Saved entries
+ + +

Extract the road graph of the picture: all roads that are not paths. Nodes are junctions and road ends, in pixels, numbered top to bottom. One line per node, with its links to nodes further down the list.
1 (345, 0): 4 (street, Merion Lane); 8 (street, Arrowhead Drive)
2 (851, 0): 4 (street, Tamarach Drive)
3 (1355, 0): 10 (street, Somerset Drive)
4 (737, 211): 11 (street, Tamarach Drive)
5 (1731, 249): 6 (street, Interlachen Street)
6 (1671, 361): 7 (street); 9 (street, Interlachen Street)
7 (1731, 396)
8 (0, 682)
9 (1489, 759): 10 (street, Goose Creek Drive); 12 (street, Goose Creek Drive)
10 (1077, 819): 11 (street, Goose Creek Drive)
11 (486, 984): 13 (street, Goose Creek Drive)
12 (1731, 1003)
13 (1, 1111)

+ + +

__TASK BRIEF__:
Set the records down again in full, exactly as they read.

__OUTPUT FOR THIS TASK__:
Extract the road graph of the picture: all roads that are not paths. Nodes are junctions and road ends, in pixels, numbered top to bottom. One line per node, with its links to nodes further down the list.
1 (345, 0): 4 (street, Merion Lane); 8 (street, Arrowhead Drive)
2 (851, 0): 4 (street, Tamarach Drive)
3 (1355, 0): 10 (street, Somerset Drive)
4 (737, 211): 11 (street, Tamarach Drive)
5 (1731, 249): 6 (street, Interlachen Street)
6 (1671, 361): 7 (street); 9 (street, Interlachen Street)
7 (1731, 396)
8 (0, 682)
9 (1489, 759): 10 (street, Goose Creek Drive); 12 (street, Goose Creek Drive)
10 (1077, 819): 11 (street, Goose Creek Drive)
11 (486, 984): 13 (street, Goose Creek Drive)
12 (1731, 1003)
13 (1, 1111)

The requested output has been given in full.